====== MATERIAL FOR THIS TASK

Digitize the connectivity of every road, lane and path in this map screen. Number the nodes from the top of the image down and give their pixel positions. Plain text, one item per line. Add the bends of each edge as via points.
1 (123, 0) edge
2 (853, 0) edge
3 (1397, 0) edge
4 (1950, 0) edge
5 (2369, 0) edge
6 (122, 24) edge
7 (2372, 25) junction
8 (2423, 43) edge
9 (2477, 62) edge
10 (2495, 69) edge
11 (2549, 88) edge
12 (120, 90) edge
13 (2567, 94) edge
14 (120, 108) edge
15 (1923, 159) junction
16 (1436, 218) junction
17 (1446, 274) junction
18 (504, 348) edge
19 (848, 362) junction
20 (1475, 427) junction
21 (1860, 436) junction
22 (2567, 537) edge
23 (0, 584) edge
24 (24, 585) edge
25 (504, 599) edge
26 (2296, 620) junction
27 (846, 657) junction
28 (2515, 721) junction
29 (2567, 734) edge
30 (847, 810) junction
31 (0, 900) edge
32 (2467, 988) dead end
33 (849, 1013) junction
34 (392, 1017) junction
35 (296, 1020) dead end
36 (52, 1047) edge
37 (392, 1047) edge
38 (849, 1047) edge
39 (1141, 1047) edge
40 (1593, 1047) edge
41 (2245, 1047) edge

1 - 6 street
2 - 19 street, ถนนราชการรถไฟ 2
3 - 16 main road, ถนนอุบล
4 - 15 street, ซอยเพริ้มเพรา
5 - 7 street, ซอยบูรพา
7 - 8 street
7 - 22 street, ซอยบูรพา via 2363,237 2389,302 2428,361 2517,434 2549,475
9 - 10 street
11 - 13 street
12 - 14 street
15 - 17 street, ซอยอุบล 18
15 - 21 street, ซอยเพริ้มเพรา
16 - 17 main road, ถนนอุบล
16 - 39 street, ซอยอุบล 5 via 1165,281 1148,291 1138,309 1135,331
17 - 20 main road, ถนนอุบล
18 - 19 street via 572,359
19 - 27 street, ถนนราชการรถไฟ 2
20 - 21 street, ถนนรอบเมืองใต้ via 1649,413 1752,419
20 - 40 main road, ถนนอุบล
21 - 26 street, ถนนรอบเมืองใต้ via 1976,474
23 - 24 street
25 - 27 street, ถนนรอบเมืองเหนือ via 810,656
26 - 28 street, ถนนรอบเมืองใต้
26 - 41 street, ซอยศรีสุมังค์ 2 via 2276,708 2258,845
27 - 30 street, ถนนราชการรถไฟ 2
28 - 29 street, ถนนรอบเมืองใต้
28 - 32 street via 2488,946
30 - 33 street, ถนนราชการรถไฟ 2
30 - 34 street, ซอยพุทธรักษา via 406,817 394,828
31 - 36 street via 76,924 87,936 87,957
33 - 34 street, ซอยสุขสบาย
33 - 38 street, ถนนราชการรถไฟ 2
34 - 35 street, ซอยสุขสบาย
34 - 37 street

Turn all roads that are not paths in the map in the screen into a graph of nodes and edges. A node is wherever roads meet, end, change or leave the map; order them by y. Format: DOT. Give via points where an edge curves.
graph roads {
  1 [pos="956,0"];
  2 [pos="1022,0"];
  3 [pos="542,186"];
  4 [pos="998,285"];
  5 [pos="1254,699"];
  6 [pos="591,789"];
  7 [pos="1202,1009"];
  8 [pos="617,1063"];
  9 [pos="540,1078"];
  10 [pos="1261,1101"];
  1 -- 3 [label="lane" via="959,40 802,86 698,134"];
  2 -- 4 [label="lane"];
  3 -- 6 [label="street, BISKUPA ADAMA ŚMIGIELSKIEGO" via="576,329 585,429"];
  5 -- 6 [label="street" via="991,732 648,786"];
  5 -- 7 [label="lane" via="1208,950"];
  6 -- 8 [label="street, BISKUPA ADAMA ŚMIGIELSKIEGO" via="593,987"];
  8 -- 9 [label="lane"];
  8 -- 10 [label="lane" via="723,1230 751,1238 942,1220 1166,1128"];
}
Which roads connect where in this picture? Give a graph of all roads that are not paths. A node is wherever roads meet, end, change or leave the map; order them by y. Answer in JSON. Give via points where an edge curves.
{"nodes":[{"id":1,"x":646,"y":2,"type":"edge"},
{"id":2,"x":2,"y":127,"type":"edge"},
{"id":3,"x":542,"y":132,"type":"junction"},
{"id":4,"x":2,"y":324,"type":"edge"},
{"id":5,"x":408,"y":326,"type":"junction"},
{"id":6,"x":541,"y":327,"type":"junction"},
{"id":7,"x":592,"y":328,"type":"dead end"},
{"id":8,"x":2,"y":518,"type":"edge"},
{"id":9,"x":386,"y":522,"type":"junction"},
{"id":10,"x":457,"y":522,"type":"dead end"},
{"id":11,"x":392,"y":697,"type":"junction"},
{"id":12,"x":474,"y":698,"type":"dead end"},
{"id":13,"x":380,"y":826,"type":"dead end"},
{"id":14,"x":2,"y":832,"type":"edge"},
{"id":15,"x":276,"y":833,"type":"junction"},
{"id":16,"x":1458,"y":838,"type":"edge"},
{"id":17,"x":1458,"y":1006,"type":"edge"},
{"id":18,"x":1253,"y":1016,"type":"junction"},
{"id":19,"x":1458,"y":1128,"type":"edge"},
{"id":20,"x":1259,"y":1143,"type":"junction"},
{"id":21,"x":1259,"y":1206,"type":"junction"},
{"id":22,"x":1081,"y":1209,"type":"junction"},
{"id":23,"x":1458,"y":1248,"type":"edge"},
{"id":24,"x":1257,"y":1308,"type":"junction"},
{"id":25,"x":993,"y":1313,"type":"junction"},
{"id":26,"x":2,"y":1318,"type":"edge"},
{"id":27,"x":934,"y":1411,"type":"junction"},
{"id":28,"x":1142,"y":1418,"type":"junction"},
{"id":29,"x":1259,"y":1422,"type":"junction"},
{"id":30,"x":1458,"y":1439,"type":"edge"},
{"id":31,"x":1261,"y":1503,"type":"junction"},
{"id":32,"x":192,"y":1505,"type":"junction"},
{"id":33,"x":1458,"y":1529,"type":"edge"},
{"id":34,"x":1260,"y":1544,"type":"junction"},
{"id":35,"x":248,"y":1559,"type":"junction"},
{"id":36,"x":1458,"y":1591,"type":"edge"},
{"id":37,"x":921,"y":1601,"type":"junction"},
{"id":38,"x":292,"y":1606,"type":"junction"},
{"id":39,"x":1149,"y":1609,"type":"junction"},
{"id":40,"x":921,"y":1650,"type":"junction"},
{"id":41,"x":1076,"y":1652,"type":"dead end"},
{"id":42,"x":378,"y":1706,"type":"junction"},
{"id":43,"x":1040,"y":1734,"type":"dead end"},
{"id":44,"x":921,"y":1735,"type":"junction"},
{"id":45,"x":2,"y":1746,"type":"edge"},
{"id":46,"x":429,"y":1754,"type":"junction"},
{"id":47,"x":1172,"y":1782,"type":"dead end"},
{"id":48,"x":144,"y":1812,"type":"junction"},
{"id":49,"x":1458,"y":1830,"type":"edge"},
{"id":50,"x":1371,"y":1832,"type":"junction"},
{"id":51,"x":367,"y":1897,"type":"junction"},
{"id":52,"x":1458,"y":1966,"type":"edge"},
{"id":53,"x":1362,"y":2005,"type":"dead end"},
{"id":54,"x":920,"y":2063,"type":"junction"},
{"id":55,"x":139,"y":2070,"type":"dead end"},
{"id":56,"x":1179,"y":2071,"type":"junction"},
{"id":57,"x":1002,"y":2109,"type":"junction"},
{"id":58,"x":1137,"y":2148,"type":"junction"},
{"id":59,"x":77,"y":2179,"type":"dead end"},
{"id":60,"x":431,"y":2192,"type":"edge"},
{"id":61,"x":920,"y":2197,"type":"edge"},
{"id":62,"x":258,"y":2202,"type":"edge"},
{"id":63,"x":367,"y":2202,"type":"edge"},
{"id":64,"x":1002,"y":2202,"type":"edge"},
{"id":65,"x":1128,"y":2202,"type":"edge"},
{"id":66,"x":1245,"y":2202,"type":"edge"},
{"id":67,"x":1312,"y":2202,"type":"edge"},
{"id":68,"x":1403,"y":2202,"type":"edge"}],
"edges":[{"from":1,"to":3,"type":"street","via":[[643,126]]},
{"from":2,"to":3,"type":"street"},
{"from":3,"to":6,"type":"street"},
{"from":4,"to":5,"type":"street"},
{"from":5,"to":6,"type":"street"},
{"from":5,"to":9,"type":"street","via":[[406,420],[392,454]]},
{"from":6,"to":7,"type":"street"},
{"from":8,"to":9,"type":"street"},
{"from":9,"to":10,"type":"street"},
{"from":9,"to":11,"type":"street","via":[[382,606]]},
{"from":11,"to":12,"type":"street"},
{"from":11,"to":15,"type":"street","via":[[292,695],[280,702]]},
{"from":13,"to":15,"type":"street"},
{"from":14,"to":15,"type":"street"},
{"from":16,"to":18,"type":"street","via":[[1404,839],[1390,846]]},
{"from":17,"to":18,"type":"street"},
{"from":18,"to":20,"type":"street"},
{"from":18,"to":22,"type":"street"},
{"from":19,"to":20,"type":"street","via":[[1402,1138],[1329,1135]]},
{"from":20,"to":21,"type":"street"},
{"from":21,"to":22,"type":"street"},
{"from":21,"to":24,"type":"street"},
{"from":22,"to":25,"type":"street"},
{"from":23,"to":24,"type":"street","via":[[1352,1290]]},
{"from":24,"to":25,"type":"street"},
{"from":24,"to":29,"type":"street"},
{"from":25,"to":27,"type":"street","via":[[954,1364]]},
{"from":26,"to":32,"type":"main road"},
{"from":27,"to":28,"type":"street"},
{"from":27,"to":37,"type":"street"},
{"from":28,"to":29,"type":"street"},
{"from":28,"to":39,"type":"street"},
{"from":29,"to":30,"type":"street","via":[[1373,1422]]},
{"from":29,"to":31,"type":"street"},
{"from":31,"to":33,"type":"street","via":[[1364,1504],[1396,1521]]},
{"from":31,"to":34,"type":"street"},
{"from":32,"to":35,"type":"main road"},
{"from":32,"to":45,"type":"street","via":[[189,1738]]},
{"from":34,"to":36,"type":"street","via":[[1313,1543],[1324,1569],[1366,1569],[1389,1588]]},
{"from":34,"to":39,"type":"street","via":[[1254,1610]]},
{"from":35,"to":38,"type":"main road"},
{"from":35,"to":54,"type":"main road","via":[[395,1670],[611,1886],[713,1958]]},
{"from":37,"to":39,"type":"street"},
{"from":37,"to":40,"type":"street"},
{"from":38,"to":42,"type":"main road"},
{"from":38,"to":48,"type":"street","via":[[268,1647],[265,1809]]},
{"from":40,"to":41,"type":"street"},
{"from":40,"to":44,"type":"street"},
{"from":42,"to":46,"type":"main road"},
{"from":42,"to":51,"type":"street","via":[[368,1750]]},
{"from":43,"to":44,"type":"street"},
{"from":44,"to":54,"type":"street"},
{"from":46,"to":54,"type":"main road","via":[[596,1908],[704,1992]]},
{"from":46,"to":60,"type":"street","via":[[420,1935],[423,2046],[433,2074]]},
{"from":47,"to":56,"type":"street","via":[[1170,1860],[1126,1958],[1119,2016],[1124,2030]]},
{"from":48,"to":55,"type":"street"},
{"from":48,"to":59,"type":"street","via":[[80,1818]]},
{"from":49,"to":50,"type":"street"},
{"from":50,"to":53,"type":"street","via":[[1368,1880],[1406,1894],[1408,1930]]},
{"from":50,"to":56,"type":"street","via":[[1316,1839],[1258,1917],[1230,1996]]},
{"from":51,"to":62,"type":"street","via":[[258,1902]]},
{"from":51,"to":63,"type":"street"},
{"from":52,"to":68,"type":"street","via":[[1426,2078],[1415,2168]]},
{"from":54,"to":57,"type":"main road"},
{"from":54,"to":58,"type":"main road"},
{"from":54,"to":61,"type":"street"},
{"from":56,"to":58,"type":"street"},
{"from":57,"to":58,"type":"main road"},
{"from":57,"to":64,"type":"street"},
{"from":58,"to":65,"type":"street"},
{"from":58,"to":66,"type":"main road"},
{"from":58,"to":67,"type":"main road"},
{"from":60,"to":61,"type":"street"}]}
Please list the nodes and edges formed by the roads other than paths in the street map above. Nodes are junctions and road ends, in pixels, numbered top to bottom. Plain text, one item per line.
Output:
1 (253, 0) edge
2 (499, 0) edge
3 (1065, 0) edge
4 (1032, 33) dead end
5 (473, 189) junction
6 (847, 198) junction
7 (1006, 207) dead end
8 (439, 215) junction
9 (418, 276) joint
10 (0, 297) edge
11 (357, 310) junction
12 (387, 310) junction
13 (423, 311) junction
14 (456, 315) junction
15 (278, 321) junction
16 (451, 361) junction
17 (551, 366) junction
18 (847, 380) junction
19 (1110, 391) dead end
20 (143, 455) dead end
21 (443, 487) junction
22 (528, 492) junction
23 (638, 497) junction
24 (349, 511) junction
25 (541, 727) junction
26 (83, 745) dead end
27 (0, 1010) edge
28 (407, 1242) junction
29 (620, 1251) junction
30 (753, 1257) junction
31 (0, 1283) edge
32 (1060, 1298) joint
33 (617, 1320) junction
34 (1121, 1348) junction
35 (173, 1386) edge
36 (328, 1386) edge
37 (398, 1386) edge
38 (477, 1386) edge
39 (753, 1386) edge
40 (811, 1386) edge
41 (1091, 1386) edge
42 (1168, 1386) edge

============

TASK DETAILS:
Your task is to list each line of the records with the word "order".

EXERCISE RESULT:
Turn all roads that are not paths in the map in the screen into a graph of nodes and edges. A node is wherever roads meet, end, change or leave the map; order them by y. Format: DOT. Give via points where an edge curves.
Which roads connect where in this picture? Give a graph of all roads that are not paths. A node is wherever roads meet, end, change or leave the map; order them by y. Answer in JSON. Give via points where an edge curves.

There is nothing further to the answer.